[SOURCE MATERIAL]

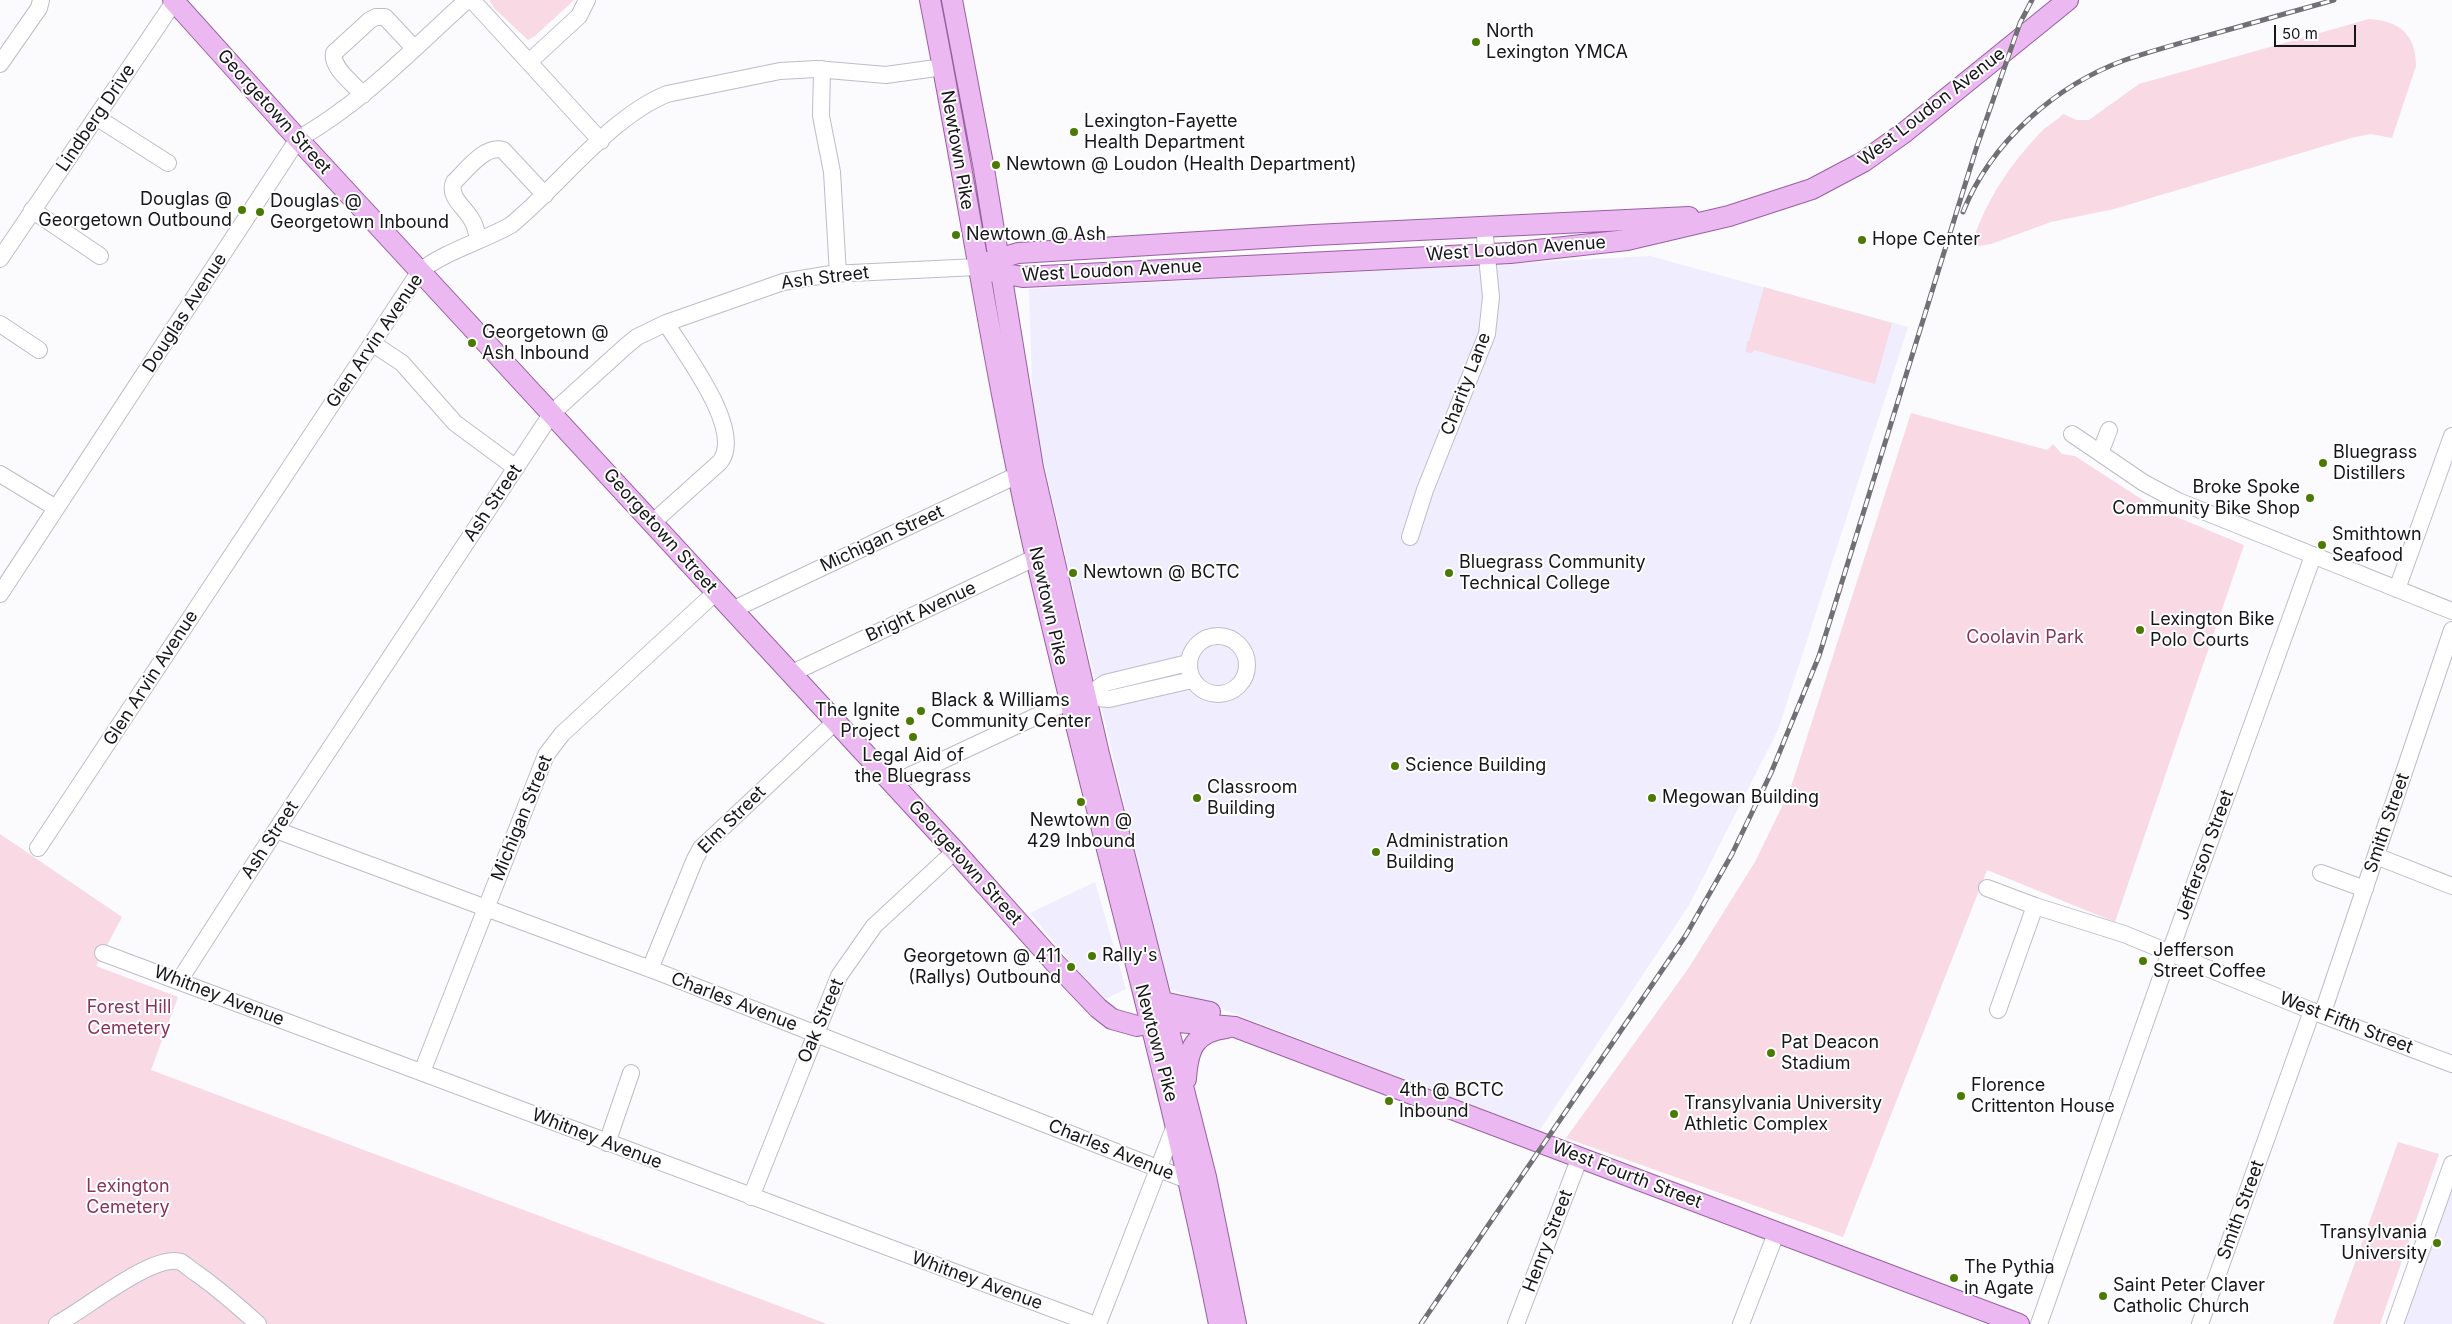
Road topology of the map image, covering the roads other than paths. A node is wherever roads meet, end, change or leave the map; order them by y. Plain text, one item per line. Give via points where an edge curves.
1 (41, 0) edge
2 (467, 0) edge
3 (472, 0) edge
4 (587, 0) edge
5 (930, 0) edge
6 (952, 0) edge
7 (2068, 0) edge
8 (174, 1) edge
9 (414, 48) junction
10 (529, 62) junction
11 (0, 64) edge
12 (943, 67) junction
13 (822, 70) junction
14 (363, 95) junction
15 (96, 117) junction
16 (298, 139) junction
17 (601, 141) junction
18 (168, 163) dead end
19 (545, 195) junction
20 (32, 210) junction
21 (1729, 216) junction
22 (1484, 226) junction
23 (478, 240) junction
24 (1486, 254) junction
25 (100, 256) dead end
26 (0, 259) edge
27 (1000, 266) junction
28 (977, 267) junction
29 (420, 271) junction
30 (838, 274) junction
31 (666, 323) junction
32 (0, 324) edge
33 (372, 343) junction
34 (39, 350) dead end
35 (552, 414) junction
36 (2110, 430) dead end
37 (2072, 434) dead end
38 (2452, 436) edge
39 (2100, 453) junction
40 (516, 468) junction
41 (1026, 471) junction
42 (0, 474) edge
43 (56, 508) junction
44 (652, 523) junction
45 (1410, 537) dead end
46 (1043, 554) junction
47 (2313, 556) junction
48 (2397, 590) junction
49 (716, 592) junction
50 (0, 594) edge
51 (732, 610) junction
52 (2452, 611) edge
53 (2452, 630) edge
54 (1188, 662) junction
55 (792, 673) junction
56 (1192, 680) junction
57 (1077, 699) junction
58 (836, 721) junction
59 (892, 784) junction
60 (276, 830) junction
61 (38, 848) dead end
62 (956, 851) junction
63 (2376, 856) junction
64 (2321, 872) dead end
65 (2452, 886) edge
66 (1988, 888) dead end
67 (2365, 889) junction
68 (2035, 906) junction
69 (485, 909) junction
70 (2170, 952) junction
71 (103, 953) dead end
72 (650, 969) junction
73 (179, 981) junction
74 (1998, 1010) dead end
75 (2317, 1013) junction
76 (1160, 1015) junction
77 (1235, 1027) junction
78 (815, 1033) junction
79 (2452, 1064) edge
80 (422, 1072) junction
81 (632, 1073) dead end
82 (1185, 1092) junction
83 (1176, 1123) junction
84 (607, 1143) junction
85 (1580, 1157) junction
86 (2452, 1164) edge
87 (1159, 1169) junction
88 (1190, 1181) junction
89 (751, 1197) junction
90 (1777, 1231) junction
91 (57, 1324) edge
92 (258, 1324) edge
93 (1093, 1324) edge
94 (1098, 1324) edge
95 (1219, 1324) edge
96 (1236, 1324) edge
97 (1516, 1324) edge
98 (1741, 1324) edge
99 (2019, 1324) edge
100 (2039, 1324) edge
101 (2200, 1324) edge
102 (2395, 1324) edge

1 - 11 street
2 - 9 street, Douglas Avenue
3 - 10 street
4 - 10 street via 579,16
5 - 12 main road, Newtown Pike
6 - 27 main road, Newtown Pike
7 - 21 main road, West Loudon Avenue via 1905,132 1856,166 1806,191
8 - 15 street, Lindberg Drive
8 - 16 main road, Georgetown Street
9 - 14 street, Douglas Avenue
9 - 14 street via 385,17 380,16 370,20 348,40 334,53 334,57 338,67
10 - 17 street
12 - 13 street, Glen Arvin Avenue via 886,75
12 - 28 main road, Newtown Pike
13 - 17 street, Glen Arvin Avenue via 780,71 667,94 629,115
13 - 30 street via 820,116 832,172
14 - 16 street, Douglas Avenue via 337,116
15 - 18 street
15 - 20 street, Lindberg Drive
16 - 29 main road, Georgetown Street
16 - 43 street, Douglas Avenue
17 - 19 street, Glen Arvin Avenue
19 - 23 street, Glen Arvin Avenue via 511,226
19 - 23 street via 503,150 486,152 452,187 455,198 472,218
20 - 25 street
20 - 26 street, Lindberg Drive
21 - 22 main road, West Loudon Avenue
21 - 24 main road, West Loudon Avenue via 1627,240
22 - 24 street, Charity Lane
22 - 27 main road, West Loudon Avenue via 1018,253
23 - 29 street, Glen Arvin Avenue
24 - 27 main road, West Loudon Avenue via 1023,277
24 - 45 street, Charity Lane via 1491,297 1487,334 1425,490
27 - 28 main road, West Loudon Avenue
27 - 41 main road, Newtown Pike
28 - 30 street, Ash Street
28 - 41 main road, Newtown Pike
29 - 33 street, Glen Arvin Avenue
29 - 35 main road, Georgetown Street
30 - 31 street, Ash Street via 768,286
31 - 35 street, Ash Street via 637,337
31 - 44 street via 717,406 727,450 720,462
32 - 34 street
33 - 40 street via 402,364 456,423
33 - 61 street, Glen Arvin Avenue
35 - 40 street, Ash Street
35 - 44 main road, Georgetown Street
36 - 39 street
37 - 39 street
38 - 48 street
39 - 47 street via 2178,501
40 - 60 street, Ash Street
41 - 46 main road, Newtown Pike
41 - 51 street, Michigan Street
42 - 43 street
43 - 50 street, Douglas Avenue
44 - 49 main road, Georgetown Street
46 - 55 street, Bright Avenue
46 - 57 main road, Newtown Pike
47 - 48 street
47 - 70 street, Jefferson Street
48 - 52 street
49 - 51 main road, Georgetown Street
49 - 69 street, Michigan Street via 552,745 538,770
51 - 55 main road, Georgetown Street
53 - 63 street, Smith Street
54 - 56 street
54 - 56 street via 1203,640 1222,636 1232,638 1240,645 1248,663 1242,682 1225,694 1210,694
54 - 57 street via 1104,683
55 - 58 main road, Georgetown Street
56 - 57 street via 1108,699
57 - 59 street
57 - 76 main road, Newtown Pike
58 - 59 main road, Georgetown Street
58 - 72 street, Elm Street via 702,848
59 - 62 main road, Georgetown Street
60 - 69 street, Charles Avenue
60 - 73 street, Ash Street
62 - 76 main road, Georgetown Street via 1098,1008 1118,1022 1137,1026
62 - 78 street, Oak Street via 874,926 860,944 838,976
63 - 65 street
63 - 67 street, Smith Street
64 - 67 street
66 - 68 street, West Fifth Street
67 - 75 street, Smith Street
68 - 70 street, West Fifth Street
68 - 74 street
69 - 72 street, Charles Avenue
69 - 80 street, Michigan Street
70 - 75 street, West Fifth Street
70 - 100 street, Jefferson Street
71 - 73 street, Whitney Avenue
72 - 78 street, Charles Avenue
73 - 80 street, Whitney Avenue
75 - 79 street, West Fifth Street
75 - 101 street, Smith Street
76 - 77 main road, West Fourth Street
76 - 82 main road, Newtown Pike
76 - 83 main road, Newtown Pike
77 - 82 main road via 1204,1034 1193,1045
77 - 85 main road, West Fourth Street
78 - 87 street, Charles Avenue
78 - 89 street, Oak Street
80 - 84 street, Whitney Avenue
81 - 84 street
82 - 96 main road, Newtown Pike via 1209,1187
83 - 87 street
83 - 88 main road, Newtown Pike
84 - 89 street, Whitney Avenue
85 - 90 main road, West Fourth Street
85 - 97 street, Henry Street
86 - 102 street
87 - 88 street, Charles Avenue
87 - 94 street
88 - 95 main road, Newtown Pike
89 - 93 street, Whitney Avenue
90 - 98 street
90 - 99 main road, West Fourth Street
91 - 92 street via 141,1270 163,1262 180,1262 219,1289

[/SOURCE MATERIAL]

## WHAT TO DO:
Would you please transcribe the listing in full, exactly, while omitting the images?

## RESULT OF THIS EXERCISE:
Road topology of the map image, covering the roads other than paths. A node is wherever roads meet, end, change or leave the map; order them by y. Plain text, one item per line. Give via points where an edge curves.
1 (41, 0) edge
2 (467, 0) edge
3 (472, 0) edge
4 (587, 0) edge
5 (930, 0) edge
6 (952, 0) edge
7 (2068, 0) edge
8 (174, 1) edge
9 (414, 48) junction
10 (529, 62) junction
11 (0, 64) edge
12 (943, 67) junction
13 (822, 70) junction
14 (363, 95) junction
15 (96, 117) junction
16 (298, 139) junction
17 (601, 141) junction
18 (168, 163) dead end
19 (545, 195) junction
20 (32, 210) junction
21 (1729, 216) junction
22 (1484, 226) junction
23 (478, 240) junction
24 (1486, 254) junction
25 (100, 256) dead end
26 (0, 259) edge
27 (1000, 266) junction
28 (977, 267) junction
29 (420, 271) junction
30 (838, 274) junction
31 (666, 323) junction
32 (0, 324) edge
33 (372, 343) junction
34 (39, 350) dead end
35 (552, 414) junction
36 (2110, 430) dead end
37 (2072, 434) dead end
38 (2452, 436) edge
39 (2100, 453) junction
40 (516, 468) junction
41 (1026, 471) junction
42 (0, 474) edge
43 (56, 508) junction
44 (652, 523) junction
45 (1410, 537) dead end
46 (1043, 554) junction
47 (2313, 556) junction
48 (2397, 590) junction
49 (716, 592) junction
50 (0, 594) edge
51 (732, 610) junction
52 (2452, 611) edge
53 (2452, 630) edge
54 (1188, 662) junction
55 (792, 673) junction
56 (1192, 680) junction
57 (1077, 699) junction
58 (836, 721) junction
59 (892, 784) junction
60 (276, 830) junction
61 (38, 848) dead end
62 (956, 851) junction
63 (2376, 856) junction
64 (2321, 872) dead end
65 (2452, 886) edge
66 (1988, 888) dead end
67 (2365, 889) junction
68 (2035, 906) junction
69 (485, 909) junction
70 (2170, 952) junction
71 (103, 953) dead end
72 (650, 969) junction
73 (179, 981) junction
74 (1998, 1010) dead end
75 (2317, 1013) junction
76 (1160, 1015) junction
77 (1235, 1027) junction
78 (815, 1033) junction
79 (2452, 1064) edge
80 (422, 1072) junction
81 (632, 1073) dead end
82 (1185, 1092) junction
83 (1176, 1123) junction
84 (607, 1143) junction
85 (1580, 1157) junction
86 (2452, 1164) edge
87 (1159, 1169) junction
88 (1190, 1181) junction
89 (751, 1197) junction
90 (1777, 1231) junction
91 (57, 1324) edge
92 (258, 1324) edge
93 (1093, 1324) edge
94 (1098, 1324) edge
95 (1219, 1324) edge
96 (1236, 1324) edge
97 (1516, 1324) edge
98 (1741, 1324) edge
99 (2019, 1324) edge
100 (2039, 1324) edge
101 (2200, 1324) edge
102 (2395, 1324) edge

1 - 11 street
2 - 9 street, Douglas Avenue
3 - 10 street
4 - 10 street via 579,16
5 - 12 main road, Newtown Pike
6 - 27 main road, Newtown Pike
7 - 21 main road, West Loudon Avenue via 1905,132 1856,166 1806,191
8 - 15 street, Lindberg Drive
8 - 16 main road, Georgetown Street
9 - 14 street, Douglas Avenue
9 - 14 street via 385,17 380,16 370,20 348,40 334,53 334,57 338,67
10 - 17 street
12 - 13 street, Glen Arvin Avenue via 886,75
12 - 28 main road, Newtown Pike
13 - 17 street, Glen Arvin Avenue via 780,71 667,94 629,115
13 - 30 street via 820,116 832,172
14 - 16 street, Douglas Avenue via 337,116
15 - 18 street
15 - 20 street, Lindberg Drive
16 - 29 main road, Georgetown Street
16 - 43 street, Douglas Avenue
17 - 19 street, Glen Arvin Avenue
19 - 23 street, Glen Arvin Avenue via 511,226
19 - 23 street via 503,150 486,152 452,187 455,198 472,218
20 - 25 street
20 - 26 street, Lindberg Drive
21 - 22 main road, West Loudon Avenue
21 - 24 main road, West Loudon Avenue via 1627,240
22 - 24 street, Charity Lane
22 - 27 main road, West Loudon Avenue via 1018,253
23 - 29 street, Glen Arvin Avenue
24 - 27 main road, West Loudon Avenue via 1023,277
24 - 45 street, Charity Lane via 1491,297 1487,334 1425,490
27 - 28 main road, West Loudon Avenue
27 - 41 main road, Newtown Pike
28 - 30 street, Ash Street
28 - 41 main road, Newtown Pike
29 - 33 street, Glen Arvin Avenue
29 - 35 main road, Georgetown Street
30 - 31 street, Ash Street via 768,286
31 - 35 street, Ash Street via 637,337
31 - 44 street via 717,406 727,450 720,462
32 - 34 street
33 - 40 street via 402,364 456,423
33 - 61 street, Glen Arvin Avenue
35 - 40 street, Ash Street
35 - 44 main road, Georgetown Street
36 - 39 street
37 - 39 street
38 - 48 street
39 - 47 street via 2178,501
40 - 60 street, Ash Street
41 - 46 main road, Newtown Pike
41 - 51 street, Michigan Street
42 - 43 street
43 - 50 street, Douglas Avenue
44 - 49 main road, Georgetown Street
46 - 55 street, Bright Avenue
46 - 57 main road, Newtown Pike
47 - 48 street
47 - 70 street, Jefferson Street
48 - 52 street
49 - 51 main road, Georgetown Street
49 - 69 street, Michigan Street via 552,745 538,770
51 - 55 main road, Georgetown Street
53 - 63 street, Smith Street
54 - 56 street
54 - 56 street via 1203,640 1222,636 1232,638 1240,645 1248,663 1242,682 1225,694 1210,694
54 - 57 street via 1104,683
55 - 58 main road, Georgetown Street
56 - 57 street via 1108,699
57 - 59 street
57 - 76 main road, Newtown Pike
58 - 59 main road, Georgetown Street
58 - 72 street, Elm Street via 702,848
59 - 62 main road, Georgetown Street
60 - 69 street, Charles Avenue
60 - 73 street, Ash Street
62 - 76 main road, Georgetown Street via 1098,1008 1118,1022 1137,1026
62 - 78 street, Oak Street via 874,926 860,944 838,976
63 - 65 street
63 - 67 street, Smith Street
64 - 67 street
66 - 68 street, West Fifth Street
67 - 75 street, Smith Street
68 - 70 street, West Fifth Street
68 - 74 street
69 - 72 street, Charles Avenue
69 - 80 street, Michigan Street
70 - 75 street, West Fifth Street
70 - 100 street, Jefferson Street
71 - 73 street, Whitney Avenue
72 - 78 street, Charles Avenue
73 - 80 street, Whitney Avenue
75 - 79 street, West Fifth Street
75 - 101 street, Smith Street
76 - 77 main road, West Fourth Street
76 - 82 main road, Newtown Pike
76 - 83 main road, Newtown Pike
77 - 82 main road via 1204,1034 1193,1045
77 - 85 main road, West Fourth Street
78 - 87 street, Charles Avenue
78 - 89 street, Oak Street
80 - 84 street, Whitney Avenue
81 - 84 street
82 - 96 main road, Newtown Pike via 1209,1187
83 - 87 street
83 - 88 main road, Newtown Pike
84 - 89 street, Whitney Avenue
85 - 90 main road, West Fourth Street
85 - 97 street, Henry Street
86 - 102 street
87 - 88 street, Charles Avenue
87 - 94 street
88 - 95 main road, Newtown Pike
89 - 93 street, Whitney Avenue
90 - 98 street
90 - 99 main road, West Fourth Street
91 - 92 street via 141,1270 163,1262 180,1262 219,1289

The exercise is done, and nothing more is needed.